ИСХОДНАЯ ТОЧКА — РАКОВОЕ ЗАБОЛЕВАНИЕ: ЧТО ОТСЮДА МОЖНО УВИДЕТЬ?
Есть, к примеру, такая болезнь — рак. До последнего времени считалось, что, поскольку раковая опухоль наносит вред человеческому организму, нужно её подавлять, однако на уровне молекулярной биологии эти воззрения уже устарели. Руководитель онкологических семинаров в Саппоро и величайший авторитет в области раковой патологии Кобаяси Хироси опубликовал в газете статью следующего содержания. Пятьдесят триллионов клеток, из которых состоит человеческий организм, неизбежно стареют. Кроме того, они повреждаются под влиянием ультрафиолета и вредных химических веществ. По мнению Кобаяси, возникновение рака может быть связано с работой по поддержанию жизнедеятельности таких вот состарившихся и повреждённых клеток.
Не только человек, но и все живые существа состоят из клеток. Поддержание жизни состоит в том, что вновь и вновь происходит деление клеток, старые клетки разрушаются и умирают, рождаются новые. Если есть старые и повреждённые клетки, деление которых затруднено, то рядом с ними появляются добровольные помощники, которые из лучших побуждений пытаются поддержать эти клетки. Они самозабвенно стараются защитить ослабевшие клетки, энергично делятся и множатся. В довершение всего процесс становится неостановимым. Процесс нельзя остановить, и он становится неконтролируемым. Состояние, при котором размножение клеток неограниченно и неуправляемо, и есть рак.
Поэтому можно сказать, что механизм возникновения рака имеет в широком смысле две разновидности: поломка педали газа и педали тормоза. В первом случае усиленно проявляется фактор роста клеток, и его становится невозможно взять под контроль — это состояние, когда педаль газа нажата до упора и застряла в этом положении. Второй вариант — поломка в генах, контролирующих рак, и это состояние неисправного тормоза.
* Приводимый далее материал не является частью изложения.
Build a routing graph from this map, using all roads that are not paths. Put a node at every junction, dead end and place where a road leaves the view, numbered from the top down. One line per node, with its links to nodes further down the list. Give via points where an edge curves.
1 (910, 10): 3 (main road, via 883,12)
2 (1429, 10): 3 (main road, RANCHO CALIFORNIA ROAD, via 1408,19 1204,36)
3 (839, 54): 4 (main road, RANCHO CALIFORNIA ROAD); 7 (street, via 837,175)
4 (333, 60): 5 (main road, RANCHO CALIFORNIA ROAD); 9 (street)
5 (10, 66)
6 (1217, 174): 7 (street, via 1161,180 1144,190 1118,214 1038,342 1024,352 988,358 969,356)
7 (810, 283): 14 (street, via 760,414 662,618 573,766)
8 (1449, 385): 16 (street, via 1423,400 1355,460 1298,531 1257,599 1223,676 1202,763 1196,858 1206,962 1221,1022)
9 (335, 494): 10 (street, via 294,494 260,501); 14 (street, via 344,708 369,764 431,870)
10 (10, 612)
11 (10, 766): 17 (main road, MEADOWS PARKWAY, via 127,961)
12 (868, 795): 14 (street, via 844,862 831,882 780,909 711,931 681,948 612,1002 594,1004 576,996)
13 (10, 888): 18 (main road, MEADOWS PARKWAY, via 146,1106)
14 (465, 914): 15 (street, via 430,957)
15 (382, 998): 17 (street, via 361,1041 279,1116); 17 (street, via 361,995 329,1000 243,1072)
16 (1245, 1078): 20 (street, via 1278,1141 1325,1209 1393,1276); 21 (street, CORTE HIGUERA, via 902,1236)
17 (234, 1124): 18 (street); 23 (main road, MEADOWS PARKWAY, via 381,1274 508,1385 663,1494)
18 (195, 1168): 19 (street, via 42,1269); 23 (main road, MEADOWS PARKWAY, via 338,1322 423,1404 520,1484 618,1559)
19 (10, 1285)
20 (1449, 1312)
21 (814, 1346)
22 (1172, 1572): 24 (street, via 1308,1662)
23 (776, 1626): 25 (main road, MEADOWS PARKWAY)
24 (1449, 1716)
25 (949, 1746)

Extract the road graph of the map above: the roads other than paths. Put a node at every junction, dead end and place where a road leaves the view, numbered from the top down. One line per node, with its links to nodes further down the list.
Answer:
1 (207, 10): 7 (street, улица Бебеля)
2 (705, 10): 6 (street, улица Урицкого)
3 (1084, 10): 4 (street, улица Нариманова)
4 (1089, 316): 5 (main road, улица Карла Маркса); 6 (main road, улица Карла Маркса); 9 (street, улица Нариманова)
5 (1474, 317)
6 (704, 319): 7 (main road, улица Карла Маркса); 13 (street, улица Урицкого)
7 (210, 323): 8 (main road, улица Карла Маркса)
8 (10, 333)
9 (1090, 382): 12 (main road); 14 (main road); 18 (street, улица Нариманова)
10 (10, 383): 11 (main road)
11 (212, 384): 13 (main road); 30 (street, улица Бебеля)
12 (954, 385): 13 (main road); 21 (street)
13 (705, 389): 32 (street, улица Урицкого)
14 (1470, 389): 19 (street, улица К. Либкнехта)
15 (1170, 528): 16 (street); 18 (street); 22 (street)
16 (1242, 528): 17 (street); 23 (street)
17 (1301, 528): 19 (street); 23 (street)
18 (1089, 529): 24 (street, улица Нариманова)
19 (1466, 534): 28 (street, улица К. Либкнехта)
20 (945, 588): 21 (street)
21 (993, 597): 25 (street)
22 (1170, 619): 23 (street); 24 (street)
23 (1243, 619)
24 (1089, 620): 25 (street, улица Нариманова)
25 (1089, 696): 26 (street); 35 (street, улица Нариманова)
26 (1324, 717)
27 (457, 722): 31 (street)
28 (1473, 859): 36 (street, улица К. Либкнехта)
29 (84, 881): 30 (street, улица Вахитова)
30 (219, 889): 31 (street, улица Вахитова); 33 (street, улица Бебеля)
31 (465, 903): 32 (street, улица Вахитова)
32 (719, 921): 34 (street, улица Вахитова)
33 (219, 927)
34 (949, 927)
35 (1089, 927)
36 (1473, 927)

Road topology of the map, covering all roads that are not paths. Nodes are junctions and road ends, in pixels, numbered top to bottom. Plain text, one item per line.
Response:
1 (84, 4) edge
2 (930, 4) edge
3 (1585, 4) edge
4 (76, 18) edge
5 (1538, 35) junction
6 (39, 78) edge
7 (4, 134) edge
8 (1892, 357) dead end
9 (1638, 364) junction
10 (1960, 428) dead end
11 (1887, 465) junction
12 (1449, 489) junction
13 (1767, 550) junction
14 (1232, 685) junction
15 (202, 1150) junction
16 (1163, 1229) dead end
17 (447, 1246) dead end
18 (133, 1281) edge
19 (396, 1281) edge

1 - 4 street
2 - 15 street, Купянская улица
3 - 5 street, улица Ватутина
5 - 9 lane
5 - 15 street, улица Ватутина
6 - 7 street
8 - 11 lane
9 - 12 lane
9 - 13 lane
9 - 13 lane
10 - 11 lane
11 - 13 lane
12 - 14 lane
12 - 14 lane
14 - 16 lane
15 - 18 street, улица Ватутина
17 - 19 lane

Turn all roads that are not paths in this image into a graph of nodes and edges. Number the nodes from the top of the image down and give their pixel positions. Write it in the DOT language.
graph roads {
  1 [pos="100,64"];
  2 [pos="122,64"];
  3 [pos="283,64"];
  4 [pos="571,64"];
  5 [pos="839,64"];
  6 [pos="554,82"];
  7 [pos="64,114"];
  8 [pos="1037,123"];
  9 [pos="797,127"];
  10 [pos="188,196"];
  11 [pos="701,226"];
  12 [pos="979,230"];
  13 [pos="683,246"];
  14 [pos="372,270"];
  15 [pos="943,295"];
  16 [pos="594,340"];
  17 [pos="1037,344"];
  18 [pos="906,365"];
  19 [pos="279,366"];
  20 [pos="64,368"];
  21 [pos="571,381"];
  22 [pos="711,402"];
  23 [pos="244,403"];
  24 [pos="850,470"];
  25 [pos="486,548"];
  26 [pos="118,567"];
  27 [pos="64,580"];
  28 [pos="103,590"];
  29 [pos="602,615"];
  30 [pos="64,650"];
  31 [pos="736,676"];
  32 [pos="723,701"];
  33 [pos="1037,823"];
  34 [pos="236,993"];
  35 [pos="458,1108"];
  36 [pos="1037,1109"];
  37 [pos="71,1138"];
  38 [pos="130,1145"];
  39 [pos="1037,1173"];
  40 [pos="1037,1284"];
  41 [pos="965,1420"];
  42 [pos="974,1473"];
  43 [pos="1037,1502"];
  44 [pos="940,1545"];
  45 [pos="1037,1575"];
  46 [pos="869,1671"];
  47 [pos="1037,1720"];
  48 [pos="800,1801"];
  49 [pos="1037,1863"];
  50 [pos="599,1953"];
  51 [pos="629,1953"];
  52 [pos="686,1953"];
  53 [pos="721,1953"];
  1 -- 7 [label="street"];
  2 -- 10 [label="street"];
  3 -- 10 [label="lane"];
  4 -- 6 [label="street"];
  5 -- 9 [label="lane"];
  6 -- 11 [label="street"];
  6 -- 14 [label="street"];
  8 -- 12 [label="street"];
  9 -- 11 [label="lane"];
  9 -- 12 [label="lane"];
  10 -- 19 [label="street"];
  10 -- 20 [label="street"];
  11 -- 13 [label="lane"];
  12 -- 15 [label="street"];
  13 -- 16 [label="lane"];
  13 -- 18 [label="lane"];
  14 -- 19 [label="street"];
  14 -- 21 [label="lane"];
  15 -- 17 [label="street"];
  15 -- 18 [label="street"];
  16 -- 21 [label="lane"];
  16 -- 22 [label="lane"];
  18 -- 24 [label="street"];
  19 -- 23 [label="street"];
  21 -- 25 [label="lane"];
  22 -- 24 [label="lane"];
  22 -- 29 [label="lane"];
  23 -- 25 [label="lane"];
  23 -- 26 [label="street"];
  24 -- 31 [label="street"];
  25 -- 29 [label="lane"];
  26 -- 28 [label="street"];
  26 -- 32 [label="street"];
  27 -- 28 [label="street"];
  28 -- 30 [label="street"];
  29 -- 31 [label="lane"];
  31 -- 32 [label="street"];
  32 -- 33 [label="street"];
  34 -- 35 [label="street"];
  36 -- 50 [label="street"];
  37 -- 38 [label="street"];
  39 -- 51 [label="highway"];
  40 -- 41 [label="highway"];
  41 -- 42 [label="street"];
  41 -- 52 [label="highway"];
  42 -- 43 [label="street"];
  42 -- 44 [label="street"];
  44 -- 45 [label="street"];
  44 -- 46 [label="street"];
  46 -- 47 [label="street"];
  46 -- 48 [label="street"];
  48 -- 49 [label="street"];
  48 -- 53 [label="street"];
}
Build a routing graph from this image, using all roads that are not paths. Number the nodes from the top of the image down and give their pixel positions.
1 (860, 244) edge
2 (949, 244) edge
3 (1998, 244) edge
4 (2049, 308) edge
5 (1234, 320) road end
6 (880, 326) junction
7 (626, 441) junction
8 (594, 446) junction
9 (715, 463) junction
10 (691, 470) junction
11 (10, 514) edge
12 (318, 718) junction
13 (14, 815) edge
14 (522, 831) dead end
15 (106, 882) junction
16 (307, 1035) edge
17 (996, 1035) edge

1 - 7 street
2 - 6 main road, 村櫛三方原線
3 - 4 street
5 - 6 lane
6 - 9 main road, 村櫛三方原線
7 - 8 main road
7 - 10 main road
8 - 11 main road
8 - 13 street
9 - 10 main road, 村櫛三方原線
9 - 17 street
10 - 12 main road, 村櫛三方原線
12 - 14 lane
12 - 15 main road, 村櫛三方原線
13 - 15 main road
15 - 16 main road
В обоих случаях возникновение рака провоцируют свои собственные клетки, намерения у которых самые добрые. Поэтому мне кажется принципиально ошибочным подход, заключающийся в том, чтобы раздавить и уничтожить болезнь, сжечь её дотла радиацией. Рак — это несчастные клетки, которые с горьким плачем несутся сломя голову, вопреки всем правилам движения. Они мчатся и вопят: «Кто-нибудь, остановите!»
Ведь, если в семье есть трудный подросток, не говорить же из-за этого: «В колонию его!» Раковые клетки — такие же члены нашей семьи. Если кто-то из родных с воплями несётся без тормозов, вся семья должна как-то его выручать. Точно так же, если в вашем теле ваши собственные клетки превратились в раковые и творят безобразия, надо постараться каким-то образом вернуть их к порядку. Если думать только о том, как бы их вырезать или сжечь, по-моему, толку не будет. То, что необходимо, — это силы для сдерживания бунта клеток и для контроля над ними, силы для того, чтобы вынудить их сбросить скорость. Я стою за подход к лечению рака, основанный не на подавлении, а на спасении.